Verdict of the Sea is a 1932 British adventure film directed by Frank Miller and Sidney Northcote and starring John Stuart, Moira Lynd and Cyril McLaglen. It was written by Miller, based on a novel by Alan Sullivan. and was made as a quota quickie at Elstree Studios and on location by British International Pictures. The film's sets were designed by David Rawnsley.

==Plot==
Fenn, the domineering second officer of a merchant ship, is attempting to recruit an extra hand in the London docks for a voyage to Singapore but due to his harsh reputation he can find no volunteers. Eventually he manages to persuade a drunken, middle-class man who has apparently fallen down on his luck to sign on to the ship. Aboard ship the well-spoken "Gentleman" Burton attracts the interest of the captain's daughter Paddy who is curious at his mysterious past. This enrages Fenn who is desperate to marry her, despite her dislike of his rough manners, and he tries to bribe Burton to desert at their first port of call to remove a rival for her love. When Burton refuses to do so, Fenn arranges for local criminals to kidnap him, but is compelled by Paddy to rescue him, which he successfully does.

When the ship arrives at an island to take on supplies, the ship becomes embroiled in a plan by a group of British criminals living on the island to steal some diamonds from a local shopkeeper. The captain agrees to carry the diamonds to safety in Singapore, but the criminals board and take over the ship to get their hands on the diamonds, threatening to kill the surviving crew.

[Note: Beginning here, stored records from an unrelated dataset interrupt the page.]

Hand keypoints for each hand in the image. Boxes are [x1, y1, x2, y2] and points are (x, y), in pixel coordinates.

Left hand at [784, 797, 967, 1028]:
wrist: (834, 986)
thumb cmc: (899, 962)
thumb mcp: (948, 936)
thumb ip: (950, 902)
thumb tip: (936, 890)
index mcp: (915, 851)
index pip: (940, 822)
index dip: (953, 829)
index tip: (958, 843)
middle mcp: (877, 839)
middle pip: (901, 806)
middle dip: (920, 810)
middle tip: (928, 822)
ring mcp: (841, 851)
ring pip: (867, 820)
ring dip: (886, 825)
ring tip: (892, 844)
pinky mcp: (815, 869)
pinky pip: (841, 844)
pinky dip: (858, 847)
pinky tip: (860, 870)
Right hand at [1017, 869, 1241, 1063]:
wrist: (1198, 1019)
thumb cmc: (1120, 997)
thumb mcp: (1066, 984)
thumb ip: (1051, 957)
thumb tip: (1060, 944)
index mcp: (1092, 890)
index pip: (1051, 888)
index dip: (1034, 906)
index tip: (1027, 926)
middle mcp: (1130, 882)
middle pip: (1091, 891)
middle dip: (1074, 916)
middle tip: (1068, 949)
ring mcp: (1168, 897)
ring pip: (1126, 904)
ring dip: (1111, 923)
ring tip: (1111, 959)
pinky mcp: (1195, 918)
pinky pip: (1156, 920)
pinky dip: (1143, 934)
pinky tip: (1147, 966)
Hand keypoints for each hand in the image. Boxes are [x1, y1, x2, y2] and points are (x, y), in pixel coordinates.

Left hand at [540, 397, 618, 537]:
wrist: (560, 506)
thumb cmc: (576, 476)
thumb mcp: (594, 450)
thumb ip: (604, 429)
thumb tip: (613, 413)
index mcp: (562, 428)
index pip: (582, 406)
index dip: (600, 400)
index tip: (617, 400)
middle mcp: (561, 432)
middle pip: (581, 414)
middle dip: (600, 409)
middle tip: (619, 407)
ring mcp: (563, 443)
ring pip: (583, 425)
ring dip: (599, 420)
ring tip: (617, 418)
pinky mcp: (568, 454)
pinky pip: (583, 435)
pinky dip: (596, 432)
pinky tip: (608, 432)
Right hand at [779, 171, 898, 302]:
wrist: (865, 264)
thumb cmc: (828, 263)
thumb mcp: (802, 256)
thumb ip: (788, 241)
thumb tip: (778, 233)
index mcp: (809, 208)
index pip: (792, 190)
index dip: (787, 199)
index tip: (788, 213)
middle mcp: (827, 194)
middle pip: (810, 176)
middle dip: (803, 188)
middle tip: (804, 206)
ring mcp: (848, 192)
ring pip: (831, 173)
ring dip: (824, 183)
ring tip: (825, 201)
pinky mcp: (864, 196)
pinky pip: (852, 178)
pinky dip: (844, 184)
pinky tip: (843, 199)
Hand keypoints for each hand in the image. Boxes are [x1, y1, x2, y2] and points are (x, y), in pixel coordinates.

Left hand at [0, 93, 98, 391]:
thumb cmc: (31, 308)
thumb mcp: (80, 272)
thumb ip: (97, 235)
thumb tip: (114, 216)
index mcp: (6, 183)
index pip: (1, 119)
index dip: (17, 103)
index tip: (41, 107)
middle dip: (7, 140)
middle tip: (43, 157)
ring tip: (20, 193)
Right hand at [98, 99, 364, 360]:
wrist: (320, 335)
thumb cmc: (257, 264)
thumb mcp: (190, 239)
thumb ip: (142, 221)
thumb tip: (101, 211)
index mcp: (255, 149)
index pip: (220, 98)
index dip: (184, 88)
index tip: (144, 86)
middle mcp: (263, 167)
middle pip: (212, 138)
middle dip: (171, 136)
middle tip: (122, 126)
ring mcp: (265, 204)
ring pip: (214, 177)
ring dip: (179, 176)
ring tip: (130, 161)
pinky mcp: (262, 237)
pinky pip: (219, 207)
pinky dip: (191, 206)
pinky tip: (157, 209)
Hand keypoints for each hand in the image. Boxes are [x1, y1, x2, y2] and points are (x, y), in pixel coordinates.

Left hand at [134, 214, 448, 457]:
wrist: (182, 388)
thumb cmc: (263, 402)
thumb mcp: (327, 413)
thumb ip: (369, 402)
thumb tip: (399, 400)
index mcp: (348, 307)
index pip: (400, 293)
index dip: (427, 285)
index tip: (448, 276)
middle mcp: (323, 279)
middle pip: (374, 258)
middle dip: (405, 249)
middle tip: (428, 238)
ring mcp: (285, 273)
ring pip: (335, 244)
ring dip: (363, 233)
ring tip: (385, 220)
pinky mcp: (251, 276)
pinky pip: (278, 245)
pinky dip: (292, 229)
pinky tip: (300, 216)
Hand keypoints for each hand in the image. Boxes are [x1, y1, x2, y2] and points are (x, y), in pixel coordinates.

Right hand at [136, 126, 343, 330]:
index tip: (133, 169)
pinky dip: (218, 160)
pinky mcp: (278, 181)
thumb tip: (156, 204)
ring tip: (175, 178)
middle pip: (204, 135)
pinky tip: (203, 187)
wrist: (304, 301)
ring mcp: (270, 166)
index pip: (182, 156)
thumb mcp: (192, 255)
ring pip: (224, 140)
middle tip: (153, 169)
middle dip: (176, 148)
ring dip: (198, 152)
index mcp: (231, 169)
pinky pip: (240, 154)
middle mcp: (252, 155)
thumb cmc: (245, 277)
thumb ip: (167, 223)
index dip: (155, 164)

Fenn and Burton join forces to repulse the boarders and the ship gets safely to Singapore where Burton and Paddy agree to marry, after he reveals that he quit his previous life as a respectable doctor due to a woman. Meanwhile, Fenn leaves to look for command of a ship of his own.

==Cast==
- John Stuart as Gentleman Burton
- Moira Lynd as Paddy
- Cyril McLaglen as Fenn
- David Miller as Captain
- Hal Walters as Shorty
- Harold Saxon-Snell as Myers
- Bill Shine as Slim
- Fred Rains as Martin

== Reception ==
Kine Weekly wrote: "John Stuart carries off acting honours and, incidentally, supports the picture on his shoulders all through. Moira Lynd has little or nothing to do, but does it creditably in voice as well as action. Cyril McLaglen hardly shines as he might as Fenn. ... Nothing like a smoothly told story is given in this film; actions leaps from one incident to another disconcertingly, and the changes verge here and there on the ludicrous. A story of this kind demands full blooded treatment, which it has not received."

Picture Show wrote: "Melodrama aboard a tramp steamer. Slow in development and somwhat obscure. Competently acted and extremely convincing atmosphere."

Picturegoer wrote: "The story is jerkily unfolded and incidents follow one another in somewhat disconcerting confusion, which now and again makes the action almost ludicrous."